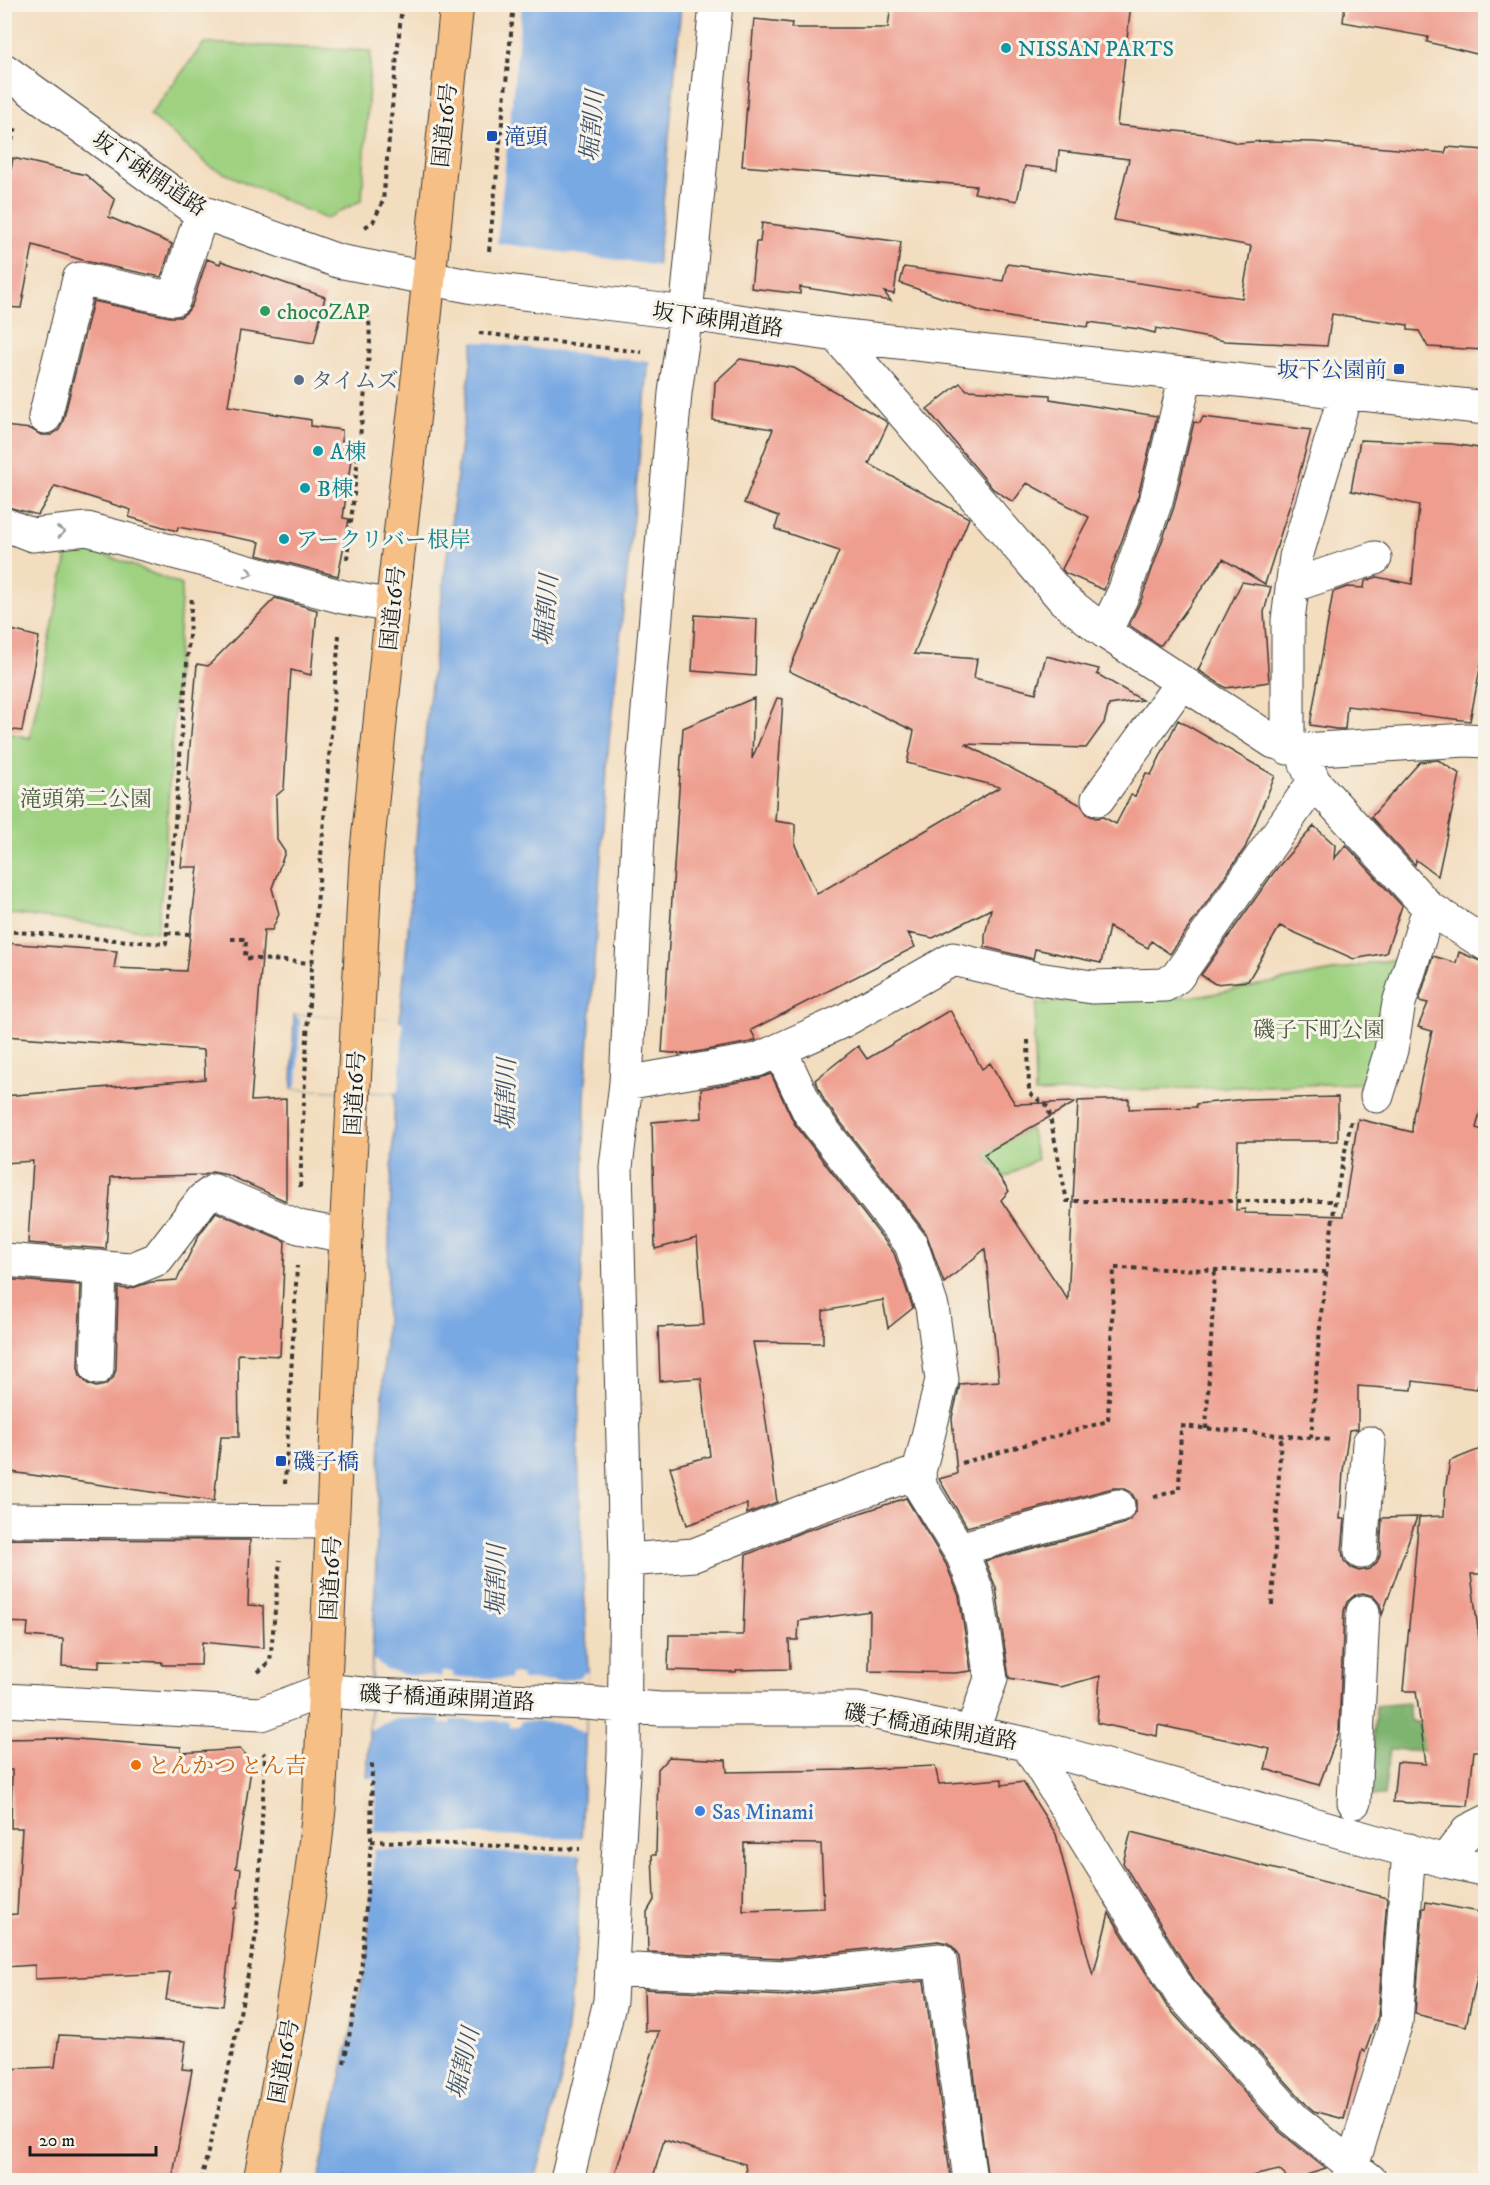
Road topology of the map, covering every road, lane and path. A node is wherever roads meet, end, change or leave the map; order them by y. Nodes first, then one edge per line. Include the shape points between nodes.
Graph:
1 (402, 4) edge
2 (457, 4) edge
3 (514, 4) edge
4 (717, 4) edge
5 (4, 70) edge
6 (19, 118) dead end
7 (4, 167) edge
8 (202, 212) junction
9 (373, 222) dead end
10 (489, 242) dead end
11 (429, 280) junction
12 (361, 304) dead end
13 (674, 312) junction
14 (479, 333) dead end
15 (836, 335) junction
16 (650, 353) dead end
17 (1186, 375) junction
18 (1346, 392) junction
19 (1485, 408) edge
20 (45, 417) dead end
21 (4, 524) edge
22 (195, 558) junction
23 (1375, 558) dead end
24 (346, 570) dead end
25 (1294, 585) junction
26 (392, 606) junction
27 (1105, 632) junction
28 (340, 633) dead end
29 (1182, 682) junction
30 (1485, 741) edge
31 (1295, 749) junction
32 (1314, 782) junction
33 (1098, 799) dead end
34 (1429, 908) junction
35 (4, 931) edge
36 (167, 933) junction
37 (190, 934) dead end
38 (231, 939) dead end
39 (1485, 944) edge
40 (312, 963) junction
41 (1028, 1040) dead end
42 (780, 1050) junction
43 (626, 1083) junction
44 (1365, 1104) joint
45 (1335, 1201) junction
46 (299, 1227) junction
47 (346, 1236) junction
48 (4, 1260) edge
49 (100, 1267) junction
50 (1215, 1269) junction
51 (1326, 1272) junction
52 (97, 1368) dead end
53 (1206, 1429) junction
54 (1281, 1436) junction
55 (1311, 1438) junction
56 (1368, 1443) joint
57 (919, 1473) junction
58 (1179, 1490) dead end
59 (1118, 1506) dead end
60 (4, 1520) edge
61 (283, 1521) junction
62 (332, 1522) junction
63 (959, 1549) junction
64 (1360, 1552) dead end
65 (626, 1560) junction
66 (1272, 1605) dead end
67 (1363, 1612) dead end
68 (270, 1662) dead end
69 (324, 1690) junction
70 (4, 1700) edge
71 (623, 1706) junction
72 (972, 1732) junction
73 (1027, 1744) junction
74 (265, 1755) dead end
75 (372, 1762) dead end
76 (1354, 1802) dead end
77 (1485, 1822) edge
78 (371, 1841) junction
79 (592, 1850) dead end
80 (1409, 1850) junction
81 (1445, 1861) junction
82 (1485, 1870) edge
83 (612, 1969) junction
84 (344, 2063) dead end
85 (1350, 2177) edge
86 (201, 2181) edge
87 (260, 2181) edge
88 (567, 2181) edge
89 (970, 2181) edge

1 - 9 path via 383,201
2 - 11 highway, 国道16号
3 - 10 path
4 - 13 street
5 - 8 street, 坂下疎開道路
6 - 7 path
8 - 11 street, 坂下疎開道路 via 338,261
8 - 20 street via 174,299 79,279
11 - 13 street, 坂下疎開道路
11 - 26 highway, 国道16号
12 - 24 path via 369,318 370,344
13 - 15 street, 坂下疎開道路
13 - 43 street via 675,393 639,816
14 - 16 path
15 - 17 street, 坂下疎開道路
15 - 27 street via 1064,600
17 - 18 street, 坂下疎開道路
17 - 27 street via 1156,501 1124,592
18 - 19 street, 坂下疎開道路
18 - 25 street via 1296,557
21 -> 22 street via 32,536 87,529
22 -> 26 street
22 - 36 path
23 - 25 street
25 - 31 street via 1288,620
26 - 47 highway, 国道16号 via 366,860
27 - 29 street
28 - 40 path
29 - 31 street via 1274,742
29 - 33 street
30 - 31 street
31 - 32 street
32 - 34 street
32 - 42 street via 1178,977 1165,985 1092,987 953,960 845,1020
34 - 39 street
34 - 44 street via 1399,1003 1391,1050
35 - 36 path via 166,944
36 - 37 path
38 - 40 path via 246,939 244,958
40 - 46 path
41 - 45 path via 1029,1093 1048,1107 1067,1201
42 - 43 street via 757,1060
42 - 57 street via 808,1112 911,1244 932,1307 942,1380
43 - 65 street via 616,1167
44 - 45 path via 1347,1133
45 - 51 path
46 - 47 street
46 - 49 street via 214,1191 203,1199 157,1259 130,1270
46 - 61 path
47 - 62 highway, 国道16号
48 - 49 street
49 - 52 street
50 - 51 path
50 - 53 path
50 - 57 path via 1114,1268 1108,1421
51 - 55 path
53 - 54 path
53 - 58 path via 1181,1426
54 - 55 path
54 - 66 path
55 - 56 path
56 - 64 street
57 - 63 street via 920,1486
57 - 65 street via 802,1512 694,1555
59 - 63 street
60 - 61 street
61 - 62 street
61 - 68 path
62 - 69 highway, 国道16号
63 - 72 street via 977,1591 991,1679
65 - 71 street
67 - 76 street
69 - 70 street via 261,1714
69 - 71 street, 磯子橋通疎開道路
69 - 87 highway, 国道16号 via 320,1809 313,1874 287,2046
71 - 72 street, 磯子橋通疎開道路 via 857,1709
71 - 83 street via 624,1754
72 - 73 street, 磯子橋通疎開道路
73 - 80 street, 磯子橋通疎開道路
73 - 85 street via 1180,1992
74 - 86 path via 257,1930
75 - 78 path
77 - 81 street via 1468,1831
78 - 79 path
78 - 84 path via 361,1974
80 - 81 street, 磯子橋通疎開道路
80 - 85 street via 1396,2022
81 - 82 street, 磯子橋通疎開道路
83 - 88 street via 610,2001
83 - 89 street via 787,1977 940,1960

▶ _Your instructions_:
What are the lines above that hold the string "joint"? Copy them.

▶ _Your solution_:
44 (1365, 1104) joint
56 (1368, 1443) joint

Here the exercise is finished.